Have you ever had someone push their phone in your face to show you a picture — and for the life of you, you could not figure out what you were looking at?
Don’t make your essays be like that.
When someone has a photo on their phone, chances are that they’re the one who took it. They’re the one who was at that place at that time, looking at that thing that they decided was important enough to capture forever. (Or at least until Apple decides to push an iPhone update that bricks their phone and makes them lose everything that had not been recently backed up. Because THAT never happens. Effing Apple.)
Sorry, where were we?
Oh yeah. Someone’s all, “Look, isn’t this great?” And they’re waiting for a reaction and you’re just staring at the phone, trying to get oriented.
Or even worse, they pull it away and swipe to another one. “See?”
And you’re all, Nope, nope, nope, can’t see a thing, no idea.
And if it’s a new acquaintance, you smile and nod and say “Cool!” and pick up your drink.
Well guess what? The equivalence of “Cool!” from your adcom reader’s side is, “Whelp, don’t know what THAT is supposed to be about, let’s move on,” and they swipe left — to the next application in the stack.
One of the most fundamental problems with the essays you’ve written is that YOU’VE WRITTEN THEM.
Meaning, YOU know what they’re about.
You were there. You had the experience. You can pull it up instantly in your head as a memory.
(Or at least, we HOPE you can! If you’re fabricating essay topics out of whole cloth then that’s another problem entirely.)
For anything but a career goals or “why MBA?” essay, good essays are stories used in response to the question.
And even for those other essays, stories are often required to do a good job in answering!

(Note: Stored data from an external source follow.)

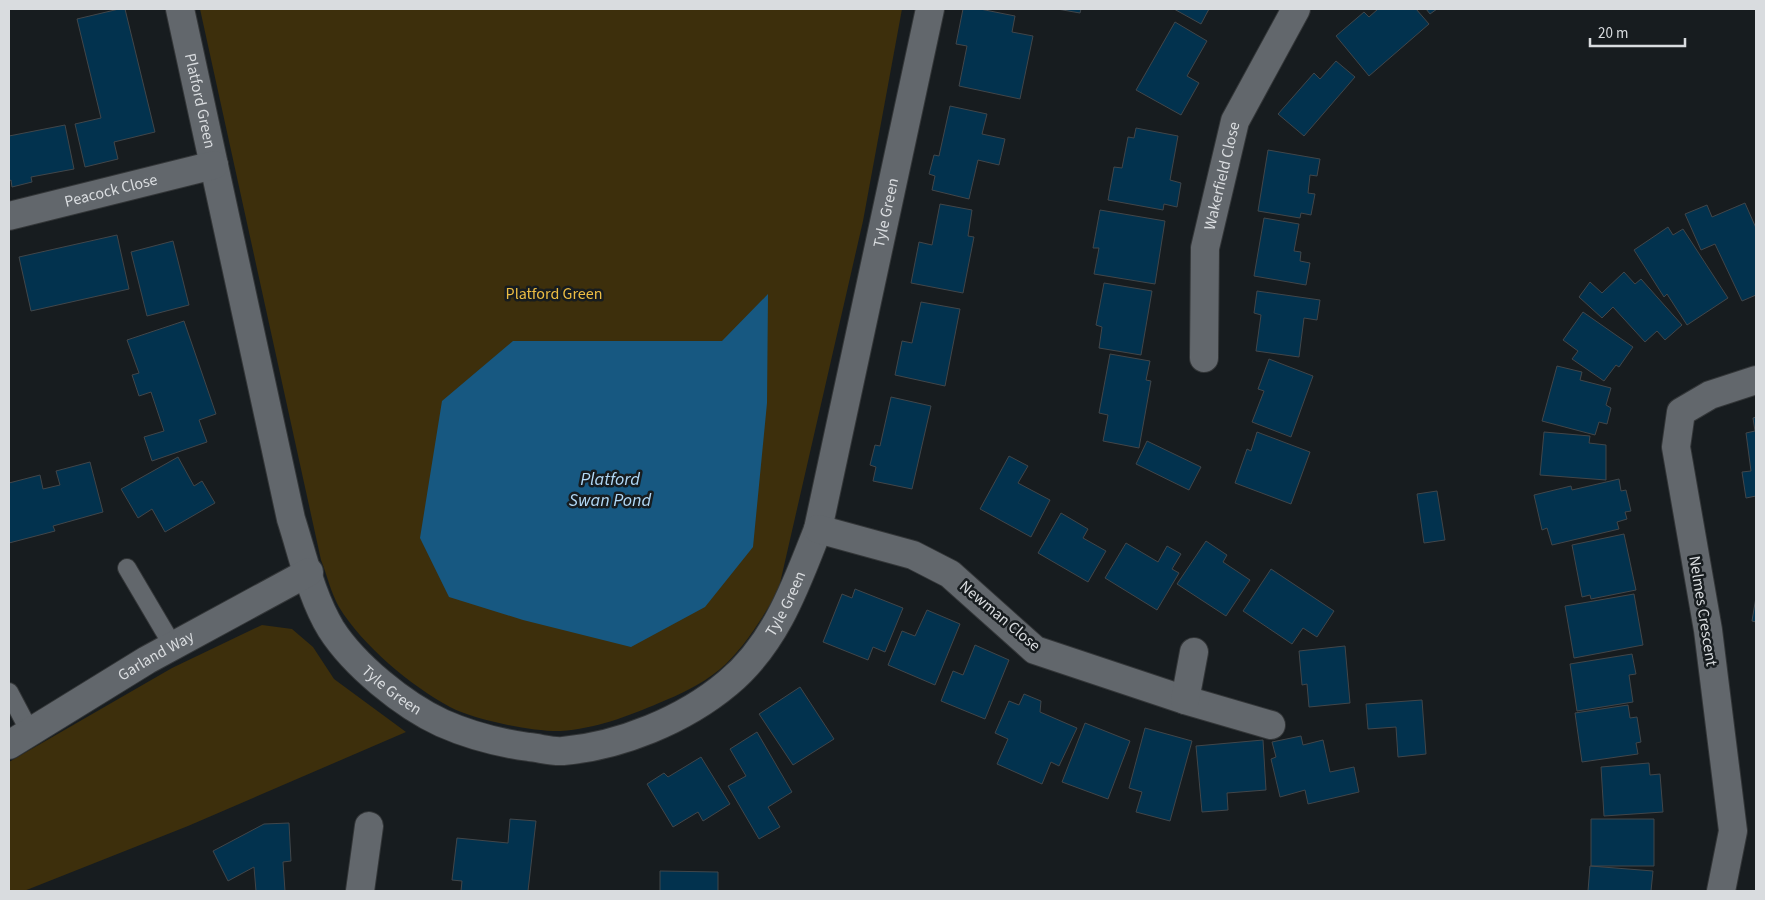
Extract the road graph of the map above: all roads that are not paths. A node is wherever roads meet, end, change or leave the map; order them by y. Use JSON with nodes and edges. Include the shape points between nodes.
{"nodes":[{"id":1,"x":180,"y":9,"type":"edge"},
{"id":2,"x":930,"y":9,"type":"edge"},
{"id":3,"x":1296,"y":9,"type":"edge"},
{"id":4,"x":214,"y":165,"type":"junction"},
{"id":5,"x":9,"y":216,"type":"edge"},
{"id":6,"x":1204,"y":358,"type":"dead end"},
{"id":7,"x":1756,"y":380,"type":"edge"},
{"id":8,"x":818,"y":529,"type":"junction"},
{"id":9,"x":127,"y":568,"type":"dead end"},
{"id":10,"x":309,"y":572,"type":"junction"},
{"id":11,"x":173,"y":646,"type":"junction"},
{"id":12,"x":1194,"y":652,"type":"dead end"},
{"id":13,"x":9,"y":692,"type":"edge"},
{"id":14,"x":1184,"y":700,"type":"junction"},
{"id":15,"x":1271,"y":725,"type":"dead end"},
{"id":16,"x":19,"y":739,"type":"edge"},
{"id":17,"x":369,"y":826,"type":"dead end"},
{"id":18,"x":360,"y":891,"type":"edge"},
{"id":19,"x":1721,"y":891,"type":"edge"}],
"edges":[{"from":1,"to":4,"type":"street","name":"Platford Green"},
{"from":2,"to":8,"type":"street","name":"Tyle Green"},
{"from":3,"to":6,"type":"street","name":"Wakerfield Close","via":[[1234,121],[1205,248]]},
{"from":4,"to":5,"type":"street","name":"Peacock Close"},
{"from":4,"to":10,"type":"street","name":"Platford Green","via":[[291,519]]},
{"from":7,"to":19,"type":"street","name":"Nelmes Crescent","via":[[1710,395],[1681,412],[1677,431],[1676,448],[1708,630],[1732,831]]},
{"from":8,"to":10,"type":"street","name":"Tyle Green","via":[[791,598],[766,642],[728,683],[688,710],[644,731],[606,743],[561,751],[504,743],[442,723],[398,697],[360,664],[332,630],[315,598]]},
{"from":8,"to":14,"type":"street","name":"Newman Close","via":[[913,555],[950,574],[1035,650]]},
{"from":9,"to":11,"type":"lane"},
{"from":10,"to":11,"type":"street","name":"Garland Way"},
{"from":11,"to":16,"type":"street","name":"Garland Way"},
{"from":12,"to":14,"type":"street"},
{"from":13,"to":16,"type":"lane"},
{"from":14,"to":15,"type":"street","name":"Newman Close"},
{"from":17,"to":18,"type":"street"}]}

But for the majority of schools, you’ll have essays that almost entirely are comprised of a story. Berkeley Haas’ 6-word story essay is a prime example.
How do you make sure that your essay is not an undefined blur of a picture for your adcom reader?
1. Start by answering the question. This may seem soooooo basic but trust us, it’s really going to help you make sure you’re writing on target to what has been asked. There are other ways to do it, including what this Kellogg applicant attempted, but oftentimes those types of approaches are being creative for creativity’s sake. Or trying to be clever or cute. Or some other motivation beyond just being direct. If you are direct in your essays, you cannot lose.
2. Include details. You need to think like a reporter when you’re setting things up. Remember, your adcom reader does not know you. Don’t be like the guy flashing his phone in your face to show you his photo.
All of this may seem overly simplistic and totally obvious when we write it out here — but please don’t discount this advice. Add this post to your favorites (see that little button at the bottom? Active blahg members get access to the Favoriting system which is our on-site bookmarking tool). Come back to it later. Examine your draft – test your writing against what we’re saying. Because apparently this is not so basic.
If all of this were so obvious as you seem to believe, then why do so many of your essays suck worse than black jelly beans?